_Task requirements_: Scan the listing below for the word "highway", then copy each line that has it.

=== Input data ===

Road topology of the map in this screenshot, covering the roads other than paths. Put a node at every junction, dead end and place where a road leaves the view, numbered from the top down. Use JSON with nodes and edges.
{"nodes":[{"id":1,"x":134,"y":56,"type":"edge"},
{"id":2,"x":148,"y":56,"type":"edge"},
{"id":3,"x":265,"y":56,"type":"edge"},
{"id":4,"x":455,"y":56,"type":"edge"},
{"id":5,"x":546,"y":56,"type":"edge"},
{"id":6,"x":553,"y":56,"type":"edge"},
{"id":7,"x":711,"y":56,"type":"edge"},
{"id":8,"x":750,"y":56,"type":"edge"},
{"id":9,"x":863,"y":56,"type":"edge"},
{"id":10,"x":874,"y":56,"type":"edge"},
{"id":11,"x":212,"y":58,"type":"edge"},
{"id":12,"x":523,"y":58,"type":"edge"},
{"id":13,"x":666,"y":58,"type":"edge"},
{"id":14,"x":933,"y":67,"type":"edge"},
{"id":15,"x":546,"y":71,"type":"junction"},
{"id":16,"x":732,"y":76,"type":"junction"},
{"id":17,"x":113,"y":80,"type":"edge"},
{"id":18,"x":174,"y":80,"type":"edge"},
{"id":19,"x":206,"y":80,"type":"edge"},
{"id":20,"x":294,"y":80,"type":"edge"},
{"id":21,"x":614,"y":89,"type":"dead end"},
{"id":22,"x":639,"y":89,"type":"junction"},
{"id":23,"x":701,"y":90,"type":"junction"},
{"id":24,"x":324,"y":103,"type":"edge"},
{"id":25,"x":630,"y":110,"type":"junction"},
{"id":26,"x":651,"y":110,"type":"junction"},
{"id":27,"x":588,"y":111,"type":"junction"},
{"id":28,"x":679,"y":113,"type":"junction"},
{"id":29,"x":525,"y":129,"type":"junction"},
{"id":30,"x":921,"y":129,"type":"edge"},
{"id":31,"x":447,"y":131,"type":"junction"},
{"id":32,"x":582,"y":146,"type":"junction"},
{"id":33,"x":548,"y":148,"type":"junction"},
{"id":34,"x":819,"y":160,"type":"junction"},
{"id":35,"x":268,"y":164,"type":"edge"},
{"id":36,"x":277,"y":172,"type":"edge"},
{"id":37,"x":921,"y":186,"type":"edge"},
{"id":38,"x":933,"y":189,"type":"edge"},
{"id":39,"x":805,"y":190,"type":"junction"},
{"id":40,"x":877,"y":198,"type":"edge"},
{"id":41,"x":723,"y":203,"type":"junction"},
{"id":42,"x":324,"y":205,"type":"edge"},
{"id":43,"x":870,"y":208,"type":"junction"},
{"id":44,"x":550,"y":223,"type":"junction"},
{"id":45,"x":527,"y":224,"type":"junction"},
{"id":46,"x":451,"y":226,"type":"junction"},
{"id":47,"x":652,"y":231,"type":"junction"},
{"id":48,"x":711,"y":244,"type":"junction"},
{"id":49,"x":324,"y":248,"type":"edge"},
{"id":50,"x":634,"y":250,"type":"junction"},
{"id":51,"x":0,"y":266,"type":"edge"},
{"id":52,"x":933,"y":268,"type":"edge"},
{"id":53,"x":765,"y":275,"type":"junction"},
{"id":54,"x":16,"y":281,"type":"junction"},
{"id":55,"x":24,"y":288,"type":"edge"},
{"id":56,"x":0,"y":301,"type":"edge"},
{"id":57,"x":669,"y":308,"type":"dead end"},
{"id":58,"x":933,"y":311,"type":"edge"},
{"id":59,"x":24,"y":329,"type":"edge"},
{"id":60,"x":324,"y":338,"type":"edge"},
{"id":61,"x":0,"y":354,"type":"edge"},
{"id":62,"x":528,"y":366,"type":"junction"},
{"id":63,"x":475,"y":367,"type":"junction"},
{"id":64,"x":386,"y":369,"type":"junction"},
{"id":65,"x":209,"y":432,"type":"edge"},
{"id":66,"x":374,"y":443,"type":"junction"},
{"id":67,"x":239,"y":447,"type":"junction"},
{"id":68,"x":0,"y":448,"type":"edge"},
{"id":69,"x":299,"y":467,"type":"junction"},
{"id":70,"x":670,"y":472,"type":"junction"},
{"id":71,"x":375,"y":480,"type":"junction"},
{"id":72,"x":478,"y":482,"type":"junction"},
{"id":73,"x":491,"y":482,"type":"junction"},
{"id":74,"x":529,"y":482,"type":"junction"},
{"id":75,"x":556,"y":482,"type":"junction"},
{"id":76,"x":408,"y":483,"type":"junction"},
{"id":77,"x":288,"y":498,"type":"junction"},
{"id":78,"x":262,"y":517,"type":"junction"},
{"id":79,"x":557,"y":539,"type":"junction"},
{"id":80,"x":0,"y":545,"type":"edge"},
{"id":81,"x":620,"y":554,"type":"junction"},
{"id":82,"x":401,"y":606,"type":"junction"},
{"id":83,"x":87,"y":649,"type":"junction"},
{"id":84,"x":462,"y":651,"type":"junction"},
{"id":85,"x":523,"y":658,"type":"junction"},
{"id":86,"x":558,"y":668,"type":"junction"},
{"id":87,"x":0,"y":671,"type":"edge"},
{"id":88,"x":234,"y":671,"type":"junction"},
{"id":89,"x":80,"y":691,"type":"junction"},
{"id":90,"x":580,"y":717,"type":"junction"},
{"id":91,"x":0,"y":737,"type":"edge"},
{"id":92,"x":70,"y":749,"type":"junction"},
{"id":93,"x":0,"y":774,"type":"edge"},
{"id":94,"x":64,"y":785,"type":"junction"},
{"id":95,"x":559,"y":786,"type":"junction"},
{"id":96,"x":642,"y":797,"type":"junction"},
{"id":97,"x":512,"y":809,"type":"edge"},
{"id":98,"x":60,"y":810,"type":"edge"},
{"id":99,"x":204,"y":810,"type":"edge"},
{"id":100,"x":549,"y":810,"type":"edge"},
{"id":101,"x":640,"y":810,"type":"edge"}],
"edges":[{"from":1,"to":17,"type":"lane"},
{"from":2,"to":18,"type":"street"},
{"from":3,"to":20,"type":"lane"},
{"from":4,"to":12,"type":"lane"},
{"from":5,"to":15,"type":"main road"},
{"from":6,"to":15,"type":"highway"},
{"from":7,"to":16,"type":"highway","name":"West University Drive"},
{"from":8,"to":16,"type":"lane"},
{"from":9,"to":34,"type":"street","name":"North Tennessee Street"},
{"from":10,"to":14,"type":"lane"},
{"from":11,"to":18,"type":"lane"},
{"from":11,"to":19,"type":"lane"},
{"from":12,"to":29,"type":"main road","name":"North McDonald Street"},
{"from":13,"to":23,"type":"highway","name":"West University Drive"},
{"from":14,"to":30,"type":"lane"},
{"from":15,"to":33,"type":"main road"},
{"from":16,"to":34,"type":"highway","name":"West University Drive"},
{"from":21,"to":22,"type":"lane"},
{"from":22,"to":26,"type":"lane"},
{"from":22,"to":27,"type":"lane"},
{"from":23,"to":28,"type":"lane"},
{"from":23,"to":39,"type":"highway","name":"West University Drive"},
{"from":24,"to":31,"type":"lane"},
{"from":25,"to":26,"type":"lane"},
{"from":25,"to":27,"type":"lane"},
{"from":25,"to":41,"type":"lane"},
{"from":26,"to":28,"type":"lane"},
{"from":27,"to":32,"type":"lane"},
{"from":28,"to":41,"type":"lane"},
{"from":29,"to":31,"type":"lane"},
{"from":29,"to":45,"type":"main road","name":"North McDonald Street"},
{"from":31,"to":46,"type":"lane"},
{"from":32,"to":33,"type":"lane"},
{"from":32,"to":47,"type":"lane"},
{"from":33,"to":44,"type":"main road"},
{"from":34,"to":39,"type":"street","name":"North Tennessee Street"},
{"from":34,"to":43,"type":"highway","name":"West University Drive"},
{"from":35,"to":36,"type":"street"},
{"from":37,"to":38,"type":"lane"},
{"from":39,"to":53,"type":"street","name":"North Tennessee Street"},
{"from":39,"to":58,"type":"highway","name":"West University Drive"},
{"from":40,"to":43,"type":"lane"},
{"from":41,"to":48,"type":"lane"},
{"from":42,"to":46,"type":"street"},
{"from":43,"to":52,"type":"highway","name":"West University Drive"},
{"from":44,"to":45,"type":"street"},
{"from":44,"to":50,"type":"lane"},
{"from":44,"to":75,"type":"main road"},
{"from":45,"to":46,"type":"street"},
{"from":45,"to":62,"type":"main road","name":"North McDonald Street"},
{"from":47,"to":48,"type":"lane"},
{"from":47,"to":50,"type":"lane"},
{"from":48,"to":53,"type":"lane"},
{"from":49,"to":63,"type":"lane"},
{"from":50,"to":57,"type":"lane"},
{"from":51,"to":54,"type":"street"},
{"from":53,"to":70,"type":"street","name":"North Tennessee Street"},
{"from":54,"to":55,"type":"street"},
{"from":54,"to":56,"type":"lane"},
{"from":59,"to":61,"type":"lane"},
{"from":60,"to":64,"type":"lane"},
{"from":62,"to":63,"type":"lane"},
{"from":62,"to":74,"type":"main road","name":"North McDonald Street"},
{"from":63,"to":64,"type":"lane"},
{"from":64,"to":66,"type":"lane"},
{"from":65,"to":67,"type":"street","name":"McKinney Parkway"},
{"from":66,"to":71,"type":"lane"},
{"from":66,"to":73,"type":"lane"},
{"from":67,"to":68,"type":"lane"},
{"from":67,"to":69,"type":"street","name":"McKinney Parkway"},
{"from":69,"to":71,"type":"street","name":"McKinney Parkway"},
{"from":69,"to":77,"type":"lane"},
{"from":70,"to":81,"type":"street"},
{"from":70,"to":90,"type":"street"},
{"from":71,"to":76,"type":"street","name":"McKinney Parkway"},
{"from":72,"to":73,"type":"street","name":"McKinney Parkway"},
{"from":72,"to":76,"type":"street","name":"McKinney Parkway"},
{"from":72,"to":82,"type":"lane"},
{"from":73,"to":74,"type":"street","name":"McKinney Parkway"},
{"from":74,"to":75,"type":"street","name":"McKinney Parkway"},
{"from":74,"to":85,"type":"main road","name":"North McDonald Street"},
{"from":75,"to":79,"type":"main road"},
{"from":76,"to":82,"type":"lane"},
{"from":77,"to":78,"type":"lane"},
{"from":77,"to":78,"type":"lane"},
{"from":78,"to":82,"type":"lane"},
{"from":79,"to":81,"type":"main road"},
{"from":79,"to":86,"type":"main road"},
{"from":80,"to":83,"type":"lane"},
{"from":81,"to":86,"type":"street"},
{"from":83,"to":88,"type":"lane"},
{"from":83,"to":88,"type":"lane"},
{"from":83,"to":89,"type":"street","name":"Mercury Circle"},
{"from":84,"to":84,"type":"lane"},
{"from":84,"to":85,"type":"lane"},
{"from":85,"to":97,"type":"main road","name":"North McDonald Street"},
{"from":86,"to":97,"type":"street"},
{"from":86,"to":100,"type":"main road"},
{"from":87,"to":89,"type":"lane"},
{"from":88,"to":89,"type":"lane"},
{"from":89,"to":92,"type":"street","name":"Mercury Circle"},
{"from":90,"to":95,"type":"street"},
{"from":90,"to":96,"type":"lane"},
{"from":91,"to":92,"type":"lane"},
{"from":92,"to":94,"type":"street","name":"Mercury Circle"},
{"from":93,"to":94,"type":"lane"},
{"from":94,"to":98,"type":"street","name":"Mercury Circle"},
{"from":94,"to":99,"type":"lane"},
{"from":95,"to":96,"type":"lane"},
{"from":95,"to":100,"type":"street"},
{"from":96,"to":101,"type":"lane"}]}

===

_Answer to this task_:
{"from":6,"to":15,"type":"highway"},
{"from":7,"to":16,"type":"highway","name":"West University Drive"},
{"from":13,"to":23,"type":"highway","name":"West University Drive"},
{"from":16,"to":34,"type":"highway","name":"West University Drive"},
{"from":23,"to":39,"type":"highway","name":"West University Drive"},
{"from":34,"to":43,"type":"highway","name":"West University Drive"},
{"from":39,"to":58,"type":"highway","name":"West University Drive"},
{"from":43,"to":52,"type":"highway","name":"West University Drive"},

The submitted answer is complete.